# Flow boots



## PalmerFreak (Jul 13, 2009)

I've got a couple of questions about Flow boots:

- Does Flow make a quality boot?
- Are they designed to fit better with Flow bindings than other boots?

I'm interested in the Talon dual-Boa but I haven't been able to find any reviews on them.


----------



## Treegreen (Mar 16, 2012)

PalmerFreak said:


> I've got a couple of questions about Flow boots:
> 
> - Does Flow make a quality boot?
> - Are they designed to fit better with Flow bindings than other boots?
> ...


I used an older version of the Flow Rival Quick Lace boot for a couple of seasons before retiring them. They're still in pretty good shape minus the fact that I got them in a half-size too large so the pack out isn't as particularly manageable at this point.

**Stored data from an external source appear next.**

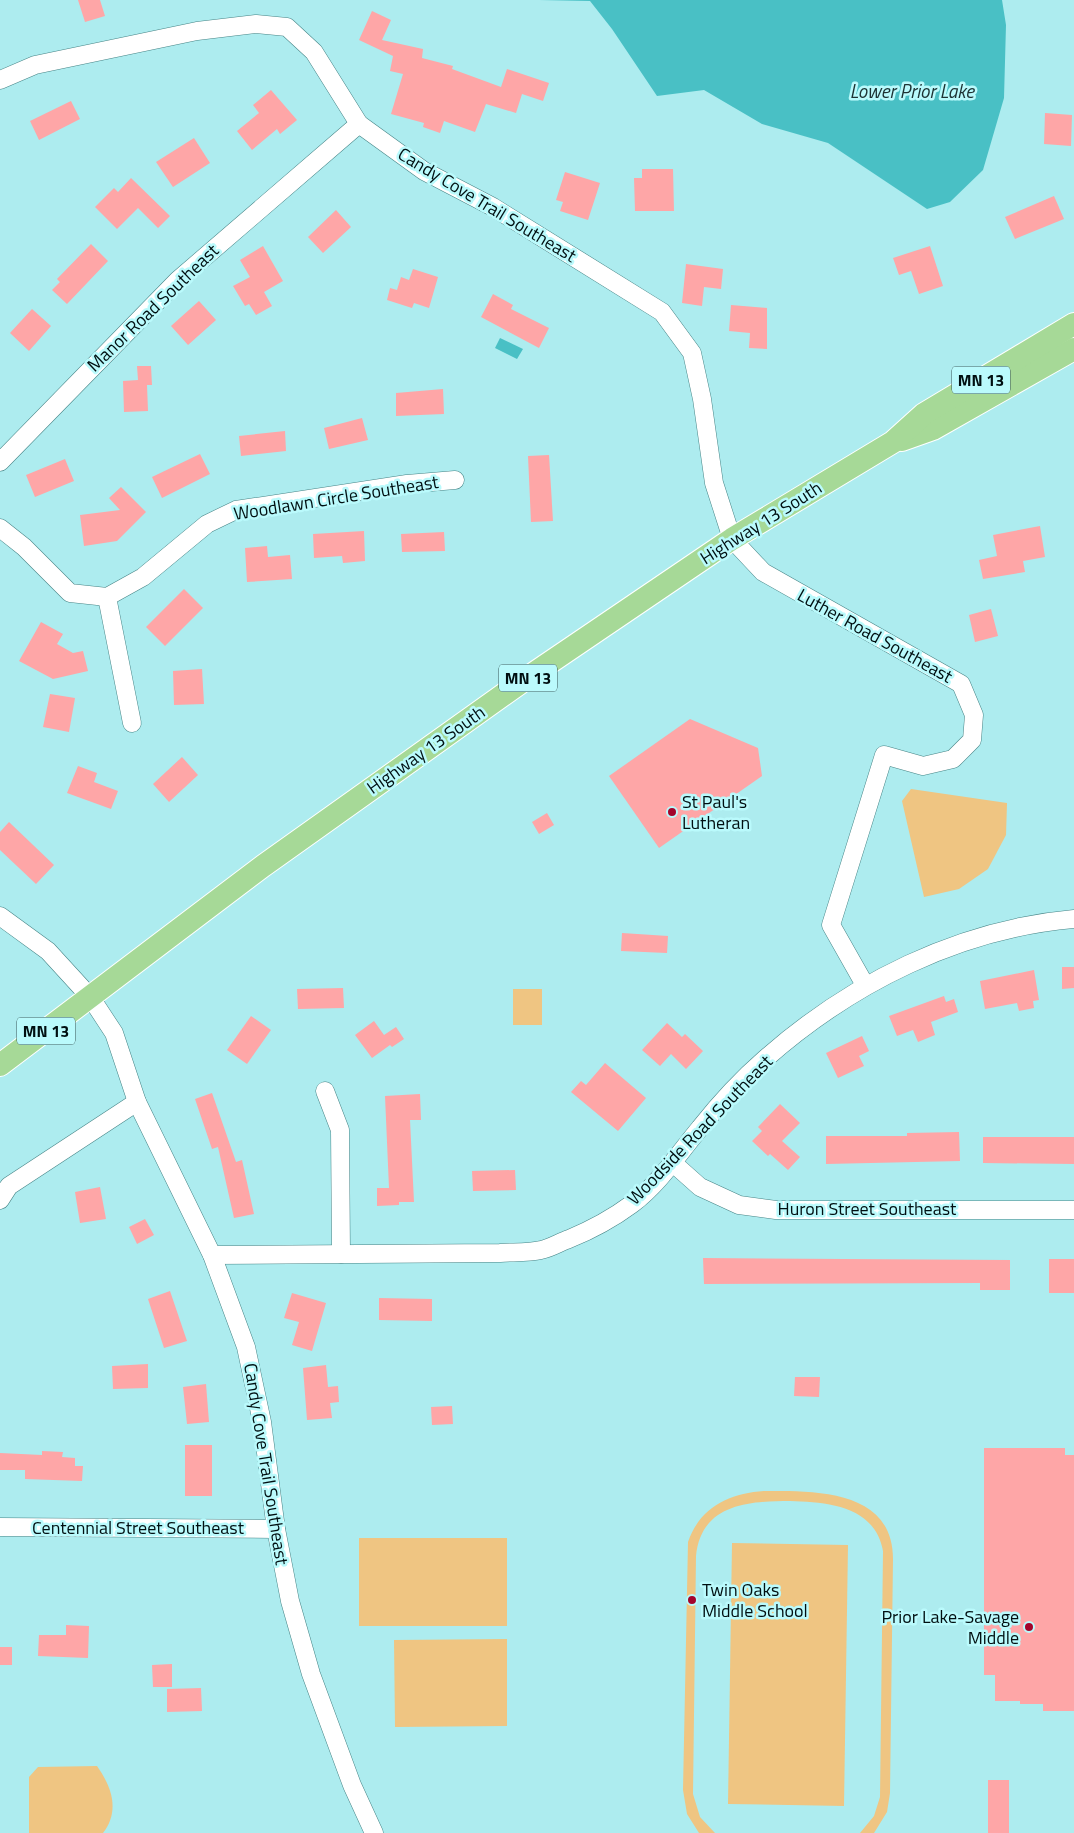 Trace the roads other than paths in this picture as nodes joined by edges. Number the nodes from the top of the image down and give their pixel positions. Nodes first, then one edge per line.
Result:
1 (0, 80) edge
2 (360, 124) junction
3 (1074, 324) edge
4 (1074, 349) edge
5 (894, 442) junction
6 (0, 462) edge
7 (455, 480) dead end
8 (0, 528) edge
9 (732, 539) junction
10 (107, 597) junction
11 (132, 723) dead end
12 (0, 916) edge
13 (1074, 919) edge
14 (865, 985) junction
15 (91, 998) junction
16 (0, 1065) edge
17 (325, 1091) dead end
18 (137, 1102) junction
19 (673, 1163) junction
20 (0, 1200) edge
21 (1074, 1210) edge
22 (212, 1254) junction
23 (341, 1254) junction
24 (0, 1527) edge
25 (276, 1529) junction
26 (374, 1833) edge

1 - 2 street, Candy Cove Trail Southeast
2 - 6 street, Manor Road Southeast
2 - 9 street, Candy Cove Trail Southeast
3 - 5 main road, Highway 13 South / MN 13
4 - 5 main road, Highway 13 South / MN 13
5 - 9 main road, Highway 13 South / MN 13
7 - 10 street, Woodlawn Circle Southeast
8 - 10 street
9 - 14 street, Luther Road Southeast
9 - 15 main road, Highway 13 South / MN 13
10 - 11 street
12 - 15 street, Candy Cove Trail Southeast
13 - 14 street, Woodside Road Southeast
14 - 19 street, Woodside Road Southeast
15 - 16 main road, Highway 13 South / MN 13
15 - 18 street, Candy Cove Trail Southeast
17 - 23 street
18 - 20 street
18 - 22 street, Candy Cove Trail Southeast
19 - 21 street, Huron Street Southeast
19 - 23 street, Woodside Road Southeast
22 - 23 street, Woodside Road Southeast
22 - 25 street, Candy Cove Trail Southeast
24 - 25 street, Centennial Street Southeast
25 - 26 street, Candy Cove Trail Southeast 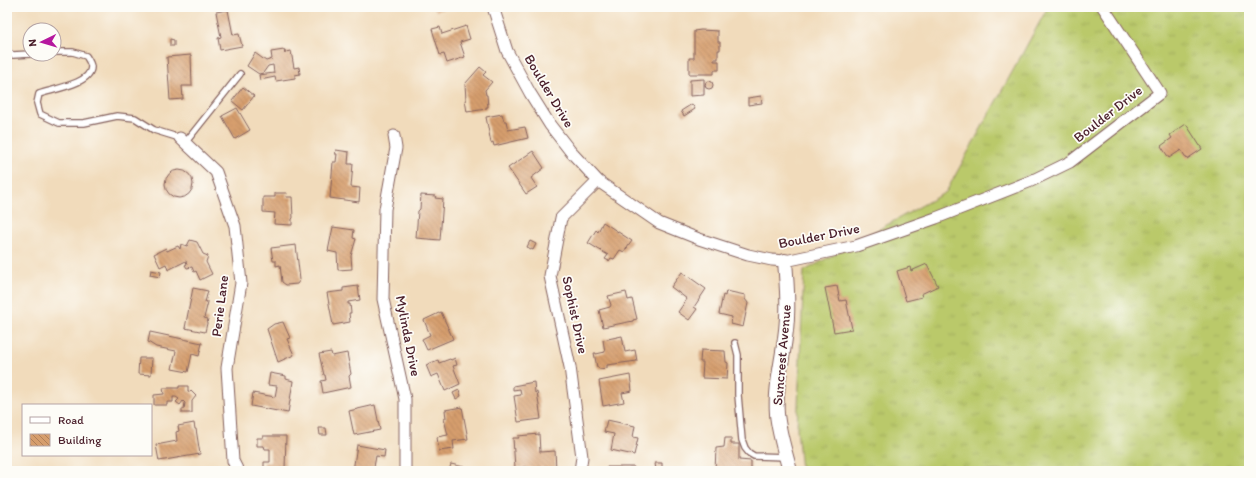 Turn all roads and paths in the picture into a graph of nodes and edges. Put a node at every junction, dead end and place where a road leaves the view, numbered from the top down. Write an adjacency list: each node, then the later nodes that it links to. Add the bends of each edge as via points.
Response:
1 (493, 7): 9 (street, Boulder Drive, via 507,51 530,93 562,142)
2 (1102, 7): 10 (street, Boulder Drive, via 1160,93 1070,162 1031,181 856,246)
3 (7, 52): 5 (lane)
4 (62, 52): 8 (lane, via 86,56 91,66 89,75 81,82 39,94 37,104 40,114 59,123 84,124 116,116 135,118 154,130)
5 (22, 54)
6 (240, 74): 8 (lane)
7 (394, 136): 14 (street, Mylinda Drive, via 396,148 385,209 383,299 405,399)
8 (183, 140): 13 (street, Perie Lane, via 216,172 235,226 241,283 227,368 233,461)
9 (598, 181): 10 (street, Boulder Drive, via 659,222 699,239 748,255); 15 (street, Sophist Drive, via 561,218 550,276 570,367 582,456)
10 (785, 261): 12 (street, Suncrest Avenue, via 786,337 778,378 777,413)
11 (735, 343): 12 (lane, via 738,355 742,440 745,448 754,456)
12 (786, 457): 16 (street, Suncrest Avenue)
13 (238, 471)
14 (405, 471)
15 (580, 471)
16 (790, 471)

I don't think you will find that their boots work any better or worse than any other brand's boot that fits true-to-size or uses some sort of shrinkage technology to reduce the shell's footprint. So, if you want to do the Talon's go for it but you don't have to buy Flow boots if you want to use Flow bindings.


----------



## john doe (Nov 6, 2009)

You don't have to buy Flow boots to use Flow bindings but they do fit better in the bindings. The same goes for any company that makes boots and bindings. I just finished my first season on my Flow boots and I couldn't be happier with them.


----------



## PalmerFreak (Jul 13, 2009)

Thanks for the replies guys. 

I've got Flow bindings and they work fine with my current boots but I've heard that the heel on Flow boots is contoured to make it easier to get into Flow bindings. 

How did Flow's size compared to your normal shoe? I'll need to order them online (from a company that has a good return/exchange policy) as my local ships are pretty lame and would like to make an educated guess as to size.


----------



## john doe (Nov 6, 2009)

My Hylites are 27.5 and are spot on in the length fitment. That converts to 9.5 in US size. Just measure your foot in cm and get that size.


----------



## PalmerFreak (Jul 13, 2009)

Great - thanks for the info!!


----------



## Argo (Feb 25, 2010)

Just got some hylites. Size 12. True to shoe size. Probably best build quality I have seen in boots, third pair of boots this season. 3.5/5 on their stiff scale. Out of the box with 2 days of riding so far they feel 4/5 for stiffness on my scale. Super soft and comfortable though and absorb chudder while riding pretty nicely.

My dc kush made it about 65-70 days. Got super soft and packed out in 50.
Burton rulers made it 45-50 days. Super soft and packed out in 35.


----------



## Argo (Feb 25, 2010)

Also, I ride flow bindings, nx2-SE currently. They feel like peanut butter and jelly.... Made for each other.


----------



## seriouscat (Jan 23, 2012)

I have the talons. It's like a upper medium to stiff boot. More of a middle of the road fit in terms of foot size. It's relatively light, has comfortable liners and great soles.

The bad things are: the material tend to attract snow, definitely frays faster than malamutes as the shell is not as durable. The liner lace are also wearing against the teeth system they got going.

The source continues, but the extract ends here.